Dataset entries
++++++++++++++++++++
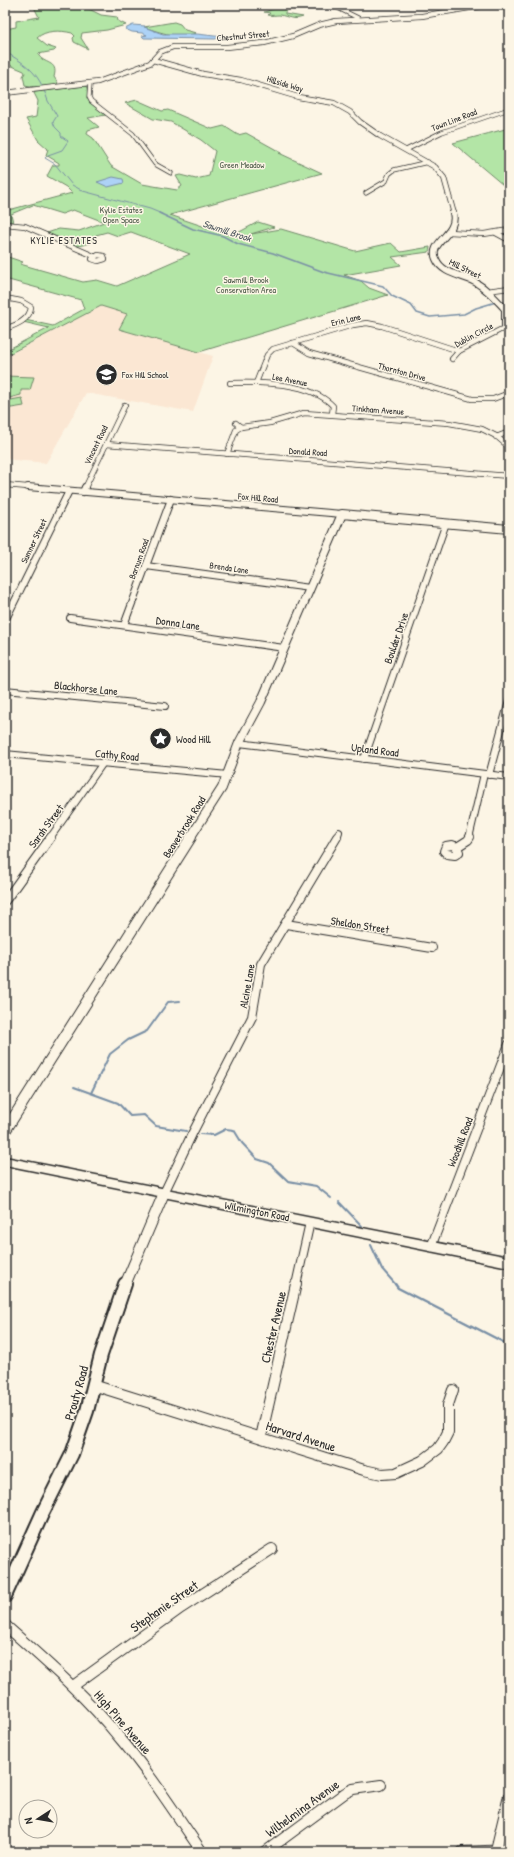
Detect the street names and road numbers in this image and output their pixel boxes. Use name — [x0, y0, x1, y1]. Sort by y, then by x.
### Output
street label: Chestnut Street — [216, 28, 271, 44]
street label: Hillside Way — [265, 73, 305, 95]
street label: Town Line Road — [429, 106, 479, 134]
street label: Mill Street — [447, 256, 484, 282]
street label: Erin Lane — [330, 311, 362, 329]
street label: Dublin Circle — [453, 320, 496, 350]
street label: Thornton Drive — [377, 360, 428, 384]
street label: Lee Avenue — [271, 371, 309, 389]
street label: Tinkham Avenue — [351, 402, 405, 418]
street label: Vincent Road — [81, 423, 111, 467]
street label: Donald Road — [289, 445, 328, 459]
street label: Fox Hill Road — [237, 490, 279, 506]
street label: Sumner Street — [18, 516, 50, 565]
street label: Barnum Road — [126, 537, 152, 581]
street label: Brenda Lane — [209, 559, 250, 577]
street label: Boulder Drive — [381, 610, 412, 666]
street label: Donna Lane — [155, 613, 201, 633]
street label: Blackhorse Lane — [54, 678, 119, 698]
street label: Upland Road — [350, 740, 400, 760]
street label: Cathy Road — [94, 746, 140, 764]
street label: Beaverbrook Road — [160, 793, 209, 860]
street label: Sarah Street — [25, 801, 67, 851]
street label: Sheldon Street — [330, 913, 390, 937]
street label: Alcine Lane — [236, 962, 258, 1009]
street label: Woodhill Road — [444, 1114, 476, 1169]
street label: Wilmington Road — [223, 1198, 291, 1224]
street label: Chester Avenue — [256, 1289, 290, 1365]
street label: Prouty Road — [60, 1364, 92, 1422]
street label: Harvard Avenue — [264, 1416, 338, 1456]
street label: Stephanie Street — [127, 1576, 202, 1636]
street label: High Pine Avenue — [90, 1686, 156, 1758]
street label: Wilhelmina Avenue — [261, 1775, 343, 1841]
++++++++++++++++++++
_WORK TO COMPLETE_
Your job is to transcribe the entries above exactly; skip the pictures.

_EXERCISE RESPONSE_
Detect the street names and road numbers in this image and output their pixel boxes. Use name — [x0, y0, x1, y1]. Sort by y, then by x.
### Output
street label: Chestnut Street — [216, 28, 271, 44]
street label: Hillside Way — [265, 73, 305, 95]
street label: Town Line Road — [429, 106, 479, 134]
street label: Mill Street — [447, 256, 484, 282]
street label: Erin Lane — [330, 311, 362, 329]
street label: Dublin Circle — [453, 320, 496, 350]
street label: Thornton Drive — [377, 360, 428, 384]
street label: Lee Avenue — [271, 371, 309, 389]
street label: Tinkham Avenue — [351, 402, 405, 418]
street label: Vincent Road — [81, 423, 111, 467]
street label: Donald Road — [289, 445, 328, 459]
street label: Fox Hill Road — [237, 490, 279, 506]
street label: Sumner Street — [18, 516, 50, 565]
street label: Barnum Road — [126, 537, 152, 581]
street label: Brenda Lane — [209, 559, 250, 577]
street label: Boulder Drive — [381, 610, 412, 666]
street label: Donna Lane — [155, 613, 201, 633]
street label: Blackhorse Lane — [54, 678, 119, 698]
street label: Upland Road — [350, 740, 400, 760]
street label: Cathy Road — [94, 746, 140, 764]
street label: Beaverbrook Road — [160, 793, 209, 860]
street label: Sarah Street — [25, 801, 67, 851]
street label: Sheldon Street — [330, 913, 390, 937]
street label: Alcine Lane — [236, 962, 258, 1009]
street label: Woodhill Road — [444, 1114, 476, 1169]
street label: Wilmington Road — [223, 1198, 291, 1224]
street label: Chester Avenue — [256, 1289, 290, 1365]
street label: Prouty Road — [60, 1364, 92, 1422]
street label: Harvard Avenue — [264, 1416, 338, 1456]
street label: Stephanie Street — [127, 1576, 202, 1636]
street label: High Pine Avenue — [90, 1686, 156, 1758]
street label: Wilhelmina Avenue — [261, 1775, 343, 1841]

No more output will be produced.